Tag Archives: guestfish

Tip: Read guest disks from VMware vCenter using libguestfs

virt-v2v can import guests directly from vCenter. It uses all sorts of tricks to make this fast and efficient, but the basic technique uses plain https range requests.

Making it all work was not so easy and involved a lot of experimentation and bug fixing, and I don’t think it has been documented up to now. So this post describes how we do it. As usual the code is the ultimate repository of our knowledge so you may want to consult that after reading this introduction.

Note this is read-only access. Write access is possible, but you’ll have to use ssh instead.

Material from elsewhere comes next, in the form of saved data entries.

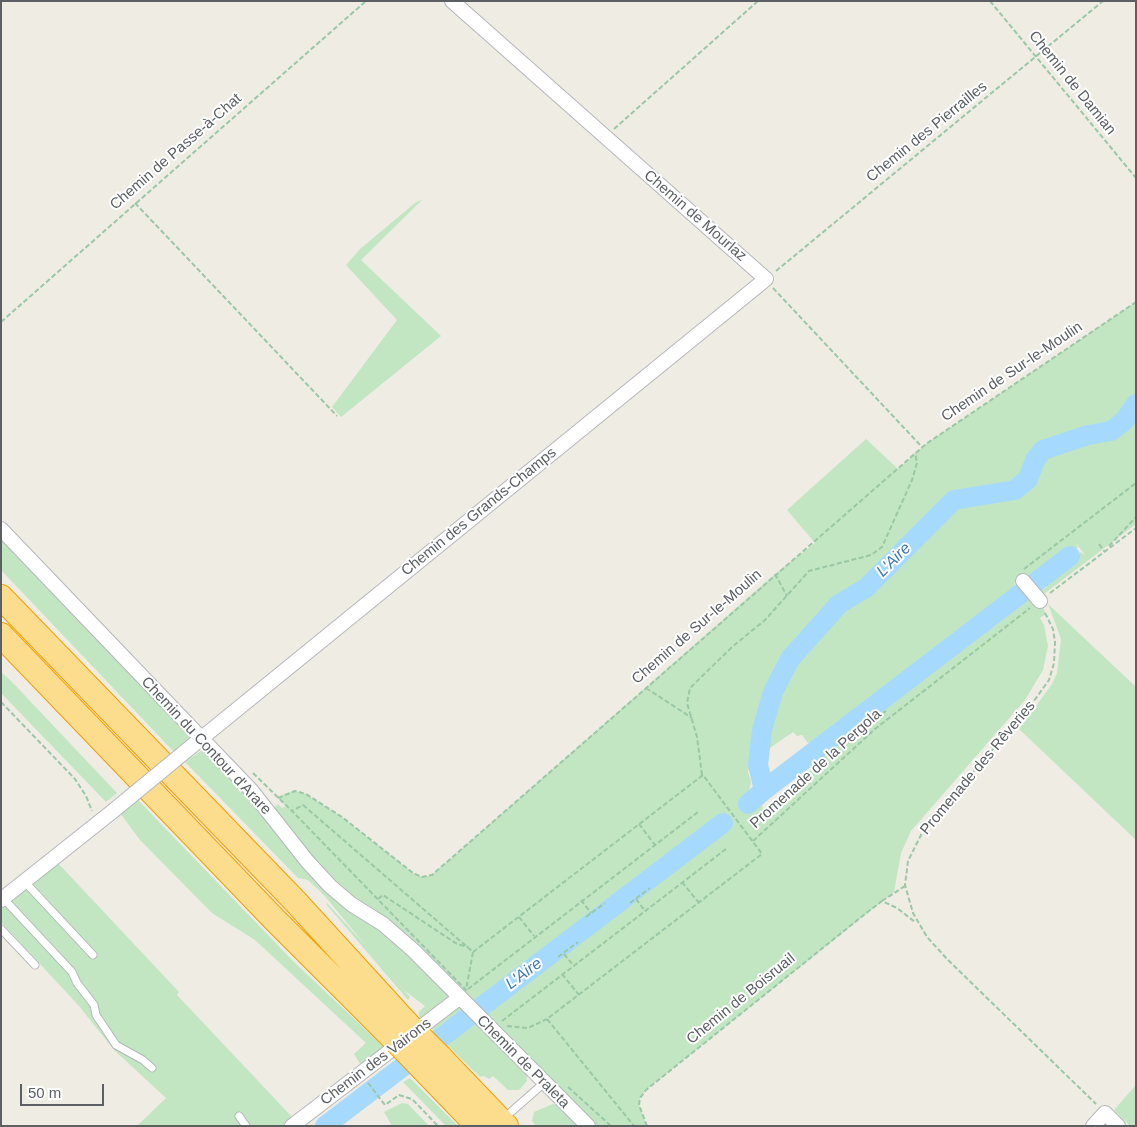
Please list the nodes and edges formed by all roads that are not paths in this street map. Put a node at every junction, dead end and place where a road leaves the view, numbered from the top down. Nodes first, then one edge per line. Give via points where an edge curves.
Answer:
1 (452, 1) edge
2 (766, 279) joint
3 (1, 529) edge
4 (1023, 581) road end
5 (1, 597) edge
6 (1037, 598) road end
7 (1, 635) edge
8 (197, 742) junction
9 (24, 881) junction
10 (2, 899) edge
11 (1, 929) edge
12 (93, 956) dead end
13 (35, 965) dead end
14 (463, 997) junction
15 (404, 1035) junction
16 (152, 1068) dead end
17 (544, 1083) junction
18 (239, 1116) dead end
19 (495, 1124) edge
20 (246, 1126) edge
21 (292, 1126) edge
22 (588, 1126) edge
23 (1093, 1126) edge
24 (1118, 1126) edge

1 - 2 street, Chemin de Mourlaz
2 - 8 street, Chemin des Grands-Champs
3 - 8 street, Chemin du Contour d'Arare
4 - 6 street
5 - 15 highway via 295,901
7 - 15 highway via 267,912
8 - 9 street, Chemin des Grands-Champs, bridge
8 - 14 street, Chemin du Contour d'Arare via 251,790 330,886 399,936
9 - 10 street
9 - 12 lane
10 - 16 lane via 72,972 116,1045
11 - 13 lane
14 - 17 street, Chemin de Praleta via 482,1022
14 - 21 street, Chemin des Vairons
15 - 19 highway, bridge
17 - 19 lane
17 - 22 street, Chemin de Praleta
18 - 20 lane
23 - 24 street via 1105,1113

VMware ESXi hypervisor has a web server but doesn’t support range requests, so although you can download an entire disk image in one go from the ESXi hypervisor, to random-access the image using libguestfs you will need VMware vCenter. You should check that virsh dumpxml works against your vCenter instance by following these instructions. If that doesn’t work, it’s unlikely the rest of the instructions will work.

You will need to know:

  1. The hostname or IP address of your vCenter server,
  2. the username and password for vCenter,
  3. the name of your datacenter (probably Datacenter),
  4. the name of the datastore containing your guest (could be datastore1),
  5. .. and of course the name of your guest.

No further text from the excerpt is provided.